Hooray! Maybe people will stop sending me those stupid things. (After the first few, I no longer bothered clicking anything but DELETE when I'd get an e-greeting link in my inbox.)
posted by StOne at 10:13 PM on December 6, 2001


I paid for BookmarkSync only because it had become entrenched in my routine. I thought about paying for Salon, but their new 10,000 ads per minute and interstitials in between policy has forced me to give up on them almost completely. I'm getting ready to take out some textads on both MeFi and Blogger as a means of "paying" for what I see as good service that I want to see stick around!
posted by fncll at 9:08 AM on December 7, 2001


I thought about paying for Salon, but they hired some people who's work I didn't want to read, and some people left that I admired. Not all of the stuff they advertised as being in the premium version seemed to in fact materialise, or when it did, it was pretty belated and a shadow of it's former self, thus I no longer wished to read it.

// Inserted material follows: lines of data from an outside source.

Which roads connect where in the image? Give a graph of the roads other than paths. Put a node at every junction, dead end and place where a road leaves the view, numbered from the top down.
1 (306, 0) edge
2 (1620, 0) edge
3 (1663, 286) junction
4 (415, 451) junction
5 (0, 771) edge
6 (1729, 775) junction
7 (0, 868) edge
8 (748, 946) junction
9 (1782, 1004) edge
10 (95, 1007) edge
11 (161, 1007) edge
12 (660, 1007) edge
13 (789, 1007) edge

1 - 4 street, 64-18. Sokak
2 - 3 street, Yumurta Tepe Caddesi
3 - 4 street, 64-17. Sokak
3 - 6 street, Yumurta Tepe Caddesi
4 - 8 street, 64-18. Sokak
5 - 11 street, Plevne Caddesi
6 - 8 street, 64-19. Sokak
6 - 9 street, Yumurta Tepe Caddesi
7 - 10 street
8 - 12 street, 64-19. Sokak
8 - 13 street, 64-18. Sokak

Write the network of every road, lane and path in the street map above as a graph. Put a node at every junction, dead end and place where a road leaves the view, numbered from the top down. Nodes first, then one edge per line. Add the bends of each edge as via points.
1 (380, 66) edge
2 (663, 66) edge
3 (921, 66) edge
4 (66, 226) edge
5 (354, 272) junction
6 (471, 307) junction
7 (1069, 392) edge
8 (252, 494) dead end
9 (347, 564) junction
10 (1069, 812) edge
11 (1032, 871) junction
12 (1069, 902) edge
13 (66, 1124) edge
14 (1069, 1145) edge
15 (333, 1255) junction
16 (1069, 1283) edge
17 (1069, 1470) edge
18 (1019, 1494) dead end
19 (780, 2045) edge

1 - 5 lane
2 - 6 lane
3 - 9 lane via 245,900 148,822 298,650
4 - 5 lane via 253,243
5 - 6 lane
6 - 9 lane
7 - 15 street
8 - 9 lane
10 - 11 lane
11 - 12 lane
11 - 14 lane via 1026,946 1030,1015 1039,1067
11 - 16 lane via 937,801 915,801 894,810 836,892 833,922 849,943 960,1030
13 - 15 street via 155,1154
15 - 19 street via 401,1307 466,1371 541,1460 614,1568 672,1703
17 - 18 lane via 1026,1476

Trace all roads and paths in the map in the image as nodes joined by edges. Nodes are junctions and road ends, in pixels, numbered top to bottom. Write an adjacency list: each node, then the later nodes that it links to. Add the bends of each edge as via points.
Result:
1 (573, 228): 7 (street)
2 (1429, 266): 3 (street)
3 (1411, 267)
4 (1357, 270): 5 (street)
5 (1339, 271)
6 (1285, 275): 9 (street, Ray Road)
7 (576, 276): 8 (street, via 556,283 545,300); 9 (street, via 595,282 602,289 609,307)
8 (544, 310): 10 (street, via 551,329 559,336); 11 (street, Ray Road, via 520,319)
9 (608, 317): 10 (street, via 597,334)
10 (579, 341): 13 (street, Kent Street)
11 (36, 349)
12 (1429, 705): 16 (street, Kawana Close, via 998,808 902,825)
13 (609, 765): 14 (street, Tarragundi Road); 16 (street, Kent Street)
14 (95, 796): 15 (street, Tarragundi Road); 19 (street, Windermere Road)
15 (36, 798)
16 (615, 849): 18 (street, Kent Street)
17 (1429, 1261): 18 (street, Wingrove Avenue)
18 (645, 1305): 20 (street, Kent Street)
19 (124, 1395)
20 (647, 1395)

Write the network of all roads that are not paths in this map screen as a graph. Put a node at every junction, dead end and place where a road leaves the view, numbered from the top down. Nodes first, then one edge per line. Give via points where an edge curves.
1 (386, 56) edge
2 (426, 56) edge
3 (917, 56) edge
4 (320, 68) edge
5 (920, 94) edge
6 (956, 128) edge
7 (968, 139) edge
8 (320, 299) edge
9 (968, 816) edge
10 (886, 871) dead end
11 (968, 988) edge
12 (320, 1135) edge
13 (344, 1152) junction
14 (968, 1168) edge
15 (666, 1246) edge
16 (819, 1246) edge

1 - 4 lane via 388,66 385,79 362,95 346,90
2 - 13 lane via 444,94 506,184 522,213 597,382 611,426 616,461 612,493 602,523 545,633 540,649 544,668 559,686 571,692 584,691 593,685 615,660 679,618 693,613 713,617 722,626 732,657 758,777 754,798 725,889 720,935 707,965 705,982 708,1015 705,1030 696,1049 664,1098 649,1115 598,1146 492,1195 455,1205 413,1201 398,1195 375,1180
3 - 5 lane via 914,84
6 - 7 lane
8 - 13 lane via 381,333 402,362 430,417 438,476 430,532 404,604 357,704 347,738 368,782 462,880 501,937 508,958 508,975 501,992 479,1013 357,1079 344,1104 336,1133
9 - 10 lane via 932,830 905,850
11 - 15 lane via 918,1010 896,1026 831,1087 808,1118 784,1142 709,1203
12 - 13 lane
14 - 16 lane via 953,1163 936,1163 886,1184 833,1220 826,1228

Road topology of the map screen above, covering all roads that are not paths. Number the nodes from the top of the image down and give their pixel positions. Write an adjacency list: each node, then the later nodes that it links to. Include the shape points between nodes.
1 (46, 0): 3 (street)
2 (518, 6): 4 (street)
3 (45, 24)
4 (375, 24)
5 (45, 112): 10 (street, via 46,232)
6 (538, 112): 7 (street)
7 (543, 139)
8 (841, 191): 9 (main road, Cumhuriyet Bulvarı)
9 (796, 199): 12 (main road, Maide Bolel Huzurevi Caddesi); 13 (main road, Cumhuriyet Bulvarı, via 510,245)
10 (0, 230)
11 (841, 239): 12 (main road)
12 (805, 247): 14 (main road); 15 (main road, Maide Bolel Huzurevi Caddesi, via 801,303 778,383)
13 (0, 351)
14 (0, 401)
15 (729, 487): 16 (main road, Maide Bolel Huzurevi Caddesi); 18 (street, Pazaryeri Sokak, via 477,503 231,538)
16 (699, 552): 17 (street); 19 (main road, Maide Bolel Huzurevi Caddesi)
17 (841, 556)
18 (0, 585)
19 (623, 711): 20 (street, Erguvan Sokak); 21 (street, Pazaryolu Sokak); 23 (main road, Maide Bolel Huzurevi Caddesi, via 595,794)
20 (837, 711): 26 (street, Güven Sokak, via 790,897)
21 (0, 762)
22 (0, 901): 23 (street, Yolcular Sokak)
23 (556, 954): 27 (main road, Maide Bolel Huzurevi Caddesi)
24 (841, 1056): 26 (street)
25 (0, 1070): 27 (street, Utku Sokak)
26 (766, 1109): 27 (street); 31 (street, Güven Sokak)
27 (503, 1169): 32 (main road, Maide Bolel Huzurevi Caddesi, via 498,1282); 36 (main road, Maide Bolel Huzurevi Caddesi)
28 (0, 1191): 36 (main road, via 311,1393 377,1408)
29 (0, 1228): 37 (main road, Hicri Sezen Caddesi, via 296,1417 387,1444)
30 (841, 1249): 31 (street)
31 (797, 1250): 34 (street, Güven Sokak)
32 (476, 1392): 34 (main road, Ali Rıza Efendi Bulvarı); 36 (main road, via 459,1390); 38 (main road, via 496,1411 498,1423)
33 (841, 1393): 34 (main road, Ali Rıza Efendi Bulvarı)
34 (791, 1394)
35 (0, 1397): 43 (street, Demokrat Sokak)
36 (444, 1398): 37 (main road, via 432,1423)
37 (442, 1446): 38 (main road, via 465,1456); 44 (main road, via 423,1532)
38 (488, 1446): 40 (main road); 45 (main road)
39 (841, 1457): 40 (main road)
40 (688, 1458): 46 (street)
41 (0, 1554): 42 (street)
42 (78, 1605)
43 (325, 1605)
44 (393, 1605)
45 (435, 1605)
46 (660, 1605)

Perhaps part of the problem is that up till now, sites have often decided on the "premium" and "pay to use" services as a last-ditch effort to get out of trouble. When in fact, they should be implemented when the site is doing well, and is worth every cent. That in a percentage of cases at least, we have become attuned to seeing a request for money as the sign that the site is about to hang up a 404 message on their door.

*Disclaimer - There are certainly some sites that have started charging that are indeed worth every cent, and the sites in question don't look like they are about to up and die. I'm just generalising.